Where does the string "Sable" appear in the material? Copy each line that holds it.

Segment Open

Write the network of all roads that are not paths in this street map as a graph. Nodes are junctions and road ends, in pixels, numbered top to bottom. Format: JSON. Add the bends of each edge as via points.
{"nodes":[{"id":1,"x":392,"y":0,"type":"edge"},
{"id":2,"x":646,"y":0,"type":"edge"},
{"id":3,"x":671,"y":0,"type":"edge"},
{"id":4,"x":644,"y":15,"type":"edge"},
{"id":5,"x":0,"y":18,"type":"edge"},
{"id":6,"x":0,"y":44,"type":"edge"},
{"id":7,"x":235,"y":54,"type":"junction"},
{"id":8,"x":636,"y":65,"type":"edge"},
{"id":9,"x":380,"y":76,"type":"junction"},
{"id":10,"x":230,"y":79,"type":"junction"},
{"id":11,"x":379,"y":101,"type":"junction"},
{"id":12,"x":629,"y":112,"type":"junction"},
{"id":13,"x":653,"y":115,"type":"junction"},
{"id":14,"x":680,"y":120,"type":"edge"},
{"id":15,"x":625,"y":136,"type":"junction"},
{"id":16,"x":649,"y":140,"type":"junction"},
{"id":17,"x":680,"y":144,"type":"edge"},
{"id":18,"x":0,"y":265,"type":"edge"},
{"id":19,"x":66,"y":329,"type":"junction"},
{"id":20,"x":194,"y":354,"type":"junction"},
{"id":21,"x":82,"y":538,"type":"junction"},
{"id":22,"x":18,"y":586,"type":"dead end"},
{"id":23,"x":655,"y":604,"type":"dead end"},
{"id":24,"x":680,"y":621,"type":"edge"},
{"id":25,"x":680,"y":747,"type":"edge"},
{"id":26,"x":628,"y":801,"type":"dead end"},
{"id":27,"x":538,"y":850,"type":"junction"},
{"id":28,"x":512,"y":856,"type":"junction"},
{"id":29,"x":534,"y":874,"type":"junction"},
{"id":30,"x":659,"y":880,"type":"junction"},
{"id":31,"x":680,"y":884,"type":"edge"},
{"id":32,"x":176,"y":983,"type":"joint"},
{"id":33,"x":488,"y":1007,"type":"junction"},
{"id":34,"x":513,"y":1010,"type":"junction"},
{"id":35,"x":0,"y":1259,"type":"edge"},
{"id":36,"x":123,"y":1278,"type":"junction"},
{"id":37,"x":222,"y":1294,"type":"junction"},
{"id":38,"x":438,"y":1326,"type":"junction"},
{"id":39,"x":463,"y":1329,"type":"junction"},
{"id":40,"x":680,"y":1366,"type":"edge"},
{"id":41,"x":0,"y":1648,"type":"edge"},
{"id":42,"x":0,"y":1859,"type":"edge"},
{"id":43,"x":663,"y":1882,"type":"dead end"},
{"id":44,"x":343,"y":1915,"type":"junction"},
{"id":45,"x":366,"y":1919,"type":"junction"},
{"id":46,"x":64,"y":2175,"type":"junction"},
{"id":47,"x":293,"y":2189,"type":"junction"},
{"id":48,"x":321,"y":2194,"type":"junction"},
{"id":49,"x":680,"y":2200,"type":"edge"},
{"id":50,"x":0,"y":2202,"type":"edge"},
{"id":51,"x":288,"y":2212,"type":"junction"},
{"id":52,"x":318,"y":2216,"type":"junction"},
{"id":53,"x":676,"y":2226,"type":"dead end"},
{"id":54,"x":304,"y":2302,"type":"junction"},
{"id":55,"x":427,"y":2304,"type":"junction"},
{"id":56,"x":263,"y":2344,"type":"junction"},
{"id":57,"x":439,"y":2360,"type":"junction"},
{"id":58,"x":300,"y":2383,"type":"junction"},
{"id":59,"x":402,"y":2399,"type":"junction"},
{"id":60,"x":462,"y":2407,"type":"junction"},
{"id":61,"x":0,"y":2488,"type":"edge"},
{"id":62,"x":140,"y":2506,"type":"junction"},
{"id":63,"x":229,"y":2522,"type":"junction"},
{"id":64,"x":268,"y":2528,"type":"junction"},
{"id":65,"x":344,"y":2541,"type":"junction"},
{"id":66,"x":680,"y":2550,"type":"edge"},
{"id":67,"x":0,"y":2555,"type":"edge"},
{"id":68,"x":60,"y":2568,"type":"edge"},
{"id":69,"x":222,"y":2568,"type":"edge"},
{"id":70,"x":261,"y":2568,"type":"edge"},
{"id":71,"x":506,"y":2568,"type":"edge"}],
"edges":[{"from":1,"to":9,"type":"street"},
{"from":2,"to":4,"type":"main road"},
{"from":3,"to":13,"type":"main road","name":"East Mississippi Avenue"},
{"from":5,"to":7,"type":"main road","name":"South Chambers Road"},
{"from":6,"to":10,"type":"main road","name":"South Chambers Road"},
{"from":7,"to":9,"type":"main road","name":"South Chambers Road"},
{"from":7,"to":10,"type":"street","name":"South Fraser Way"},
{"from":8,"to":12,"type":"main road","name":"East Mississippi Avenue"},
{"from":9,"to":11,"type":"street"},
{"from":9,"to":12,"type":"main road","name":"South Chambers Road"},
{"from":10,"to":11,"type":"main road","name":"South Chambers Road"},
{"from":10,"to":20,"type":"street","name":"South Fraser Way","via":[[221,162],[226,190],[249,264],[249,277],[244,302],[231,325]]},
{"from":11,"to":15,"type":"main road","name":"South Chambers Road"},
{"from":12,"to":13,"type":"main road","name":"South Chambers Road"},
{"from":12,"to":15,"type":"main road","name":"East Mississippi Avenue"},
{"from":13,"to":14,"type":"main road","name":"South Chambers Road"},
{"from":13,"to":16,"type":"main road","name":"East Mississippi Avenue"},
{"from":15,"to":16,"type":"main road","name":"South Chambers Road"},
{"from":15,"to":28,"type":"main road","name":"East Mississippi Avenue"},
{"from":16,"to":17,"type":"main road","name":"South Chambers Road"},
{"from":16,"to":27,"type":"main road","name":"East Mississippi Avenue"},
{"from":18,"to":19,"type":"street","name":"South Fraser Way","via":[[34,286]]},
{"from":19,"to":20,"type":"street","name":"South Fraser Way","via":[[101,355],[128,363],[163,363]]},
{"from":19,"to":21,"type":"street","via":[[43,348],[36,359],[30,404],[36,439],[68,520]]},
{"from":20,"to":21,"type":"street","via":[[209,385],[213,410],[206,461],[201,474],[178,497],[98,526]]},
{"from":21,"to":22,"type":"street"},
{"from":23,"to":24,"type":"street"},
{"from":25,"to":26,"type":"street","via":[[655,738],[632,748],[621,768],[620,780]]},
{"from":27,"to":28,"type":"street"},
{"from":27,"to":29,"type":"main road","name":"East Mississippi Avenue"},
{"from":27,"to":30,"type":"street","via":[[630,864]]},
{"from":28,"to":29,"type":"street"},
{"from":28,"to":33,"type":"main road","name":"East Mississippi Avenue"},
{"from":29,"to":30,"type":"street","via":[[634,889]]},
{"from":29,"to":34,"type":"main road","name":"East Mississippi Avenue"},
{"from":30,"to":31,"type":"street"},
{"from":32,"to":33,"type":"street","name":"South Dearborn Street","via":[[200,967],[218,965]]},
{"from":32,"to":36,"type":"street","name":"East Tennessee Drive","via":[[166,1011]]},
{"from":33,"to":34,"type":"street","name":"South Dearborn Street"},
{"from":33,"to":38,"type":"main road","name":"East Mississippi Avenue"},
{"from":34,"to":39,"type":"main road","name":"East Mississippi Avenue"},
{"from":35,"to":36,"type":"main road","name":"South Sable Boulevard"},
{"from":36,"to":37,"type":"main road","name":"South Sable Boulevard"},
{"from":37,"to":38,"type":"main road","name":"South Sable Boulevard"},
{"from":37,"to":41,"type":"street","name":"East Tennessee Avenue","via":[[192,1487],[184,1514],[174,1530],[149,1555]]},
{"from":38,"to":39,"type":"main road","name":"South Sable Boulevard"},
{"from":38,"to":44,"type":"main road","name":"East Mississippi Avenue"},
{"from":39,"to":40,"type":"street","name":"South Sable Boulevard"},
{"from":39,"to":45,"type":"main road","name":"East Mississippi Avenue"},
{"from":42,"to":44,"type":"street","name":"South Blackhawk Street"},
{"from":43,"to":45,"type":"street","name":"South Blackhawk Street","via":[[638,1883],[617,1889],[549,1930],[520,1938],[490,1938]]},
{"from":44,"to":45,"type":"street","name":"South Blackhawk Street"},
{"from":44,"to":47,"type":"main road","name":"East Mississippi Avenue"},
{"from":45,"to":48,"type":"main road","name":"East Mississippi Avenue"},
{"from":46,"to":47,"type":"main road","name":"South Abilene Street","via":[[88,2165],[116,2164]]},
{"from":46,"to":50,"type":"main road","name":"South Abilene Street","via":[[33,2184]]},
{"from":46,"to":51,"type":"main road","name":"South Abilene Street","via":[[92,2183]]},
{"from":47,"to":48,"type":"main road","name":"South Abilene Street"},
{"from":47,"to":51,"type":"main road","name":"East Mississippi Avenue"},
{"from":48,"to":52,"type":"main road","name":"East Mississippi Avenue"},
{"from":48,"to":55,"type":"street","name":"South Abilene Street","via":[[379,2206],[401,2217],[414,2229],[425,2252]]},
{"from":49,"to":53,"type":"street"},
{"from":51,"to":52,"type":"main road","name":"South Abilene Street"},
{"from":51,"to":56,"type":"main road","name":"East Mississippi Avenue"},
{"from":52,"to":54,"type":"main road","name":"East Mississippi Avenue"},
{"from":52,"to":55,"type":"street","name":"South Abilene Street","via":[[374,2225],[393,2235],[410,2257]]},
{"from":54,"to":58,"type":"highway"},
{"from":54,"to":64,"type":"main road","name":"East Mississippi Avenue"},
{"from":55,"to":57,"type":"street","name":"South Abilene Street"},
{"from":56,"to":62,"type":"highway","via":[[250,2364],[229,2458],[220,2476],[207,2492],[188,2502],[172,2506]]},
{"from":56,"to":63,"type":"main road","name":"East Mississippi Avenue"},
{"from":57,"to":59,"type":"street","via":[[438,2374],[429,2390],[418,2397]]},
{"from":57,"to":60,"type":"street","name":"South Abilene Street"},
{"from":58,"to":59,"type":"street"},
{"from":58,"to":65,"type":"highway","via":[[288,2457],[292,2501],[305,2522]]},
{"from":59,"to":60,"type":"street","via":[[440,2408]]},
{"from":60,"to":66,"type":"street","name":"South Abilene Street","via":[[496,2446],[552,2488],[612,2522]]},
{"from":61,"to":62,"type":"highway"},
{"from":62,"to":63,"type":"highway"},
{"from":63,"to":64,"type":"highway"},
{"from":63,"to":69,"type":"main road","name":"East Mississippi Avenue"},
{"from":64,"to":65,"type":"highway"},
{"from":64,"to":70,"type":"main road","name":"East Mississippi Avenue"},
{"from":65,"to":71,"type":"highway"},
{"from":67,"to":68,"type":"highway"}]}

Segment Closed

REPLY TO THE TASK:
{"from":35,"to":36,"type":"main road","name":"South Sable Boulevard"},
{"from":36,"to":37,"type":"main road","name":"South Sable Boulevard"},
{"from":37,"to":38,"type":"main road","name":"South Sable Boulevard"},
{"from":38,"to":39,"type":"main road","name":"South Sable Boulevard"},
{"from":39,"to":40,"type":"street","name":"South Sable Boulevard"},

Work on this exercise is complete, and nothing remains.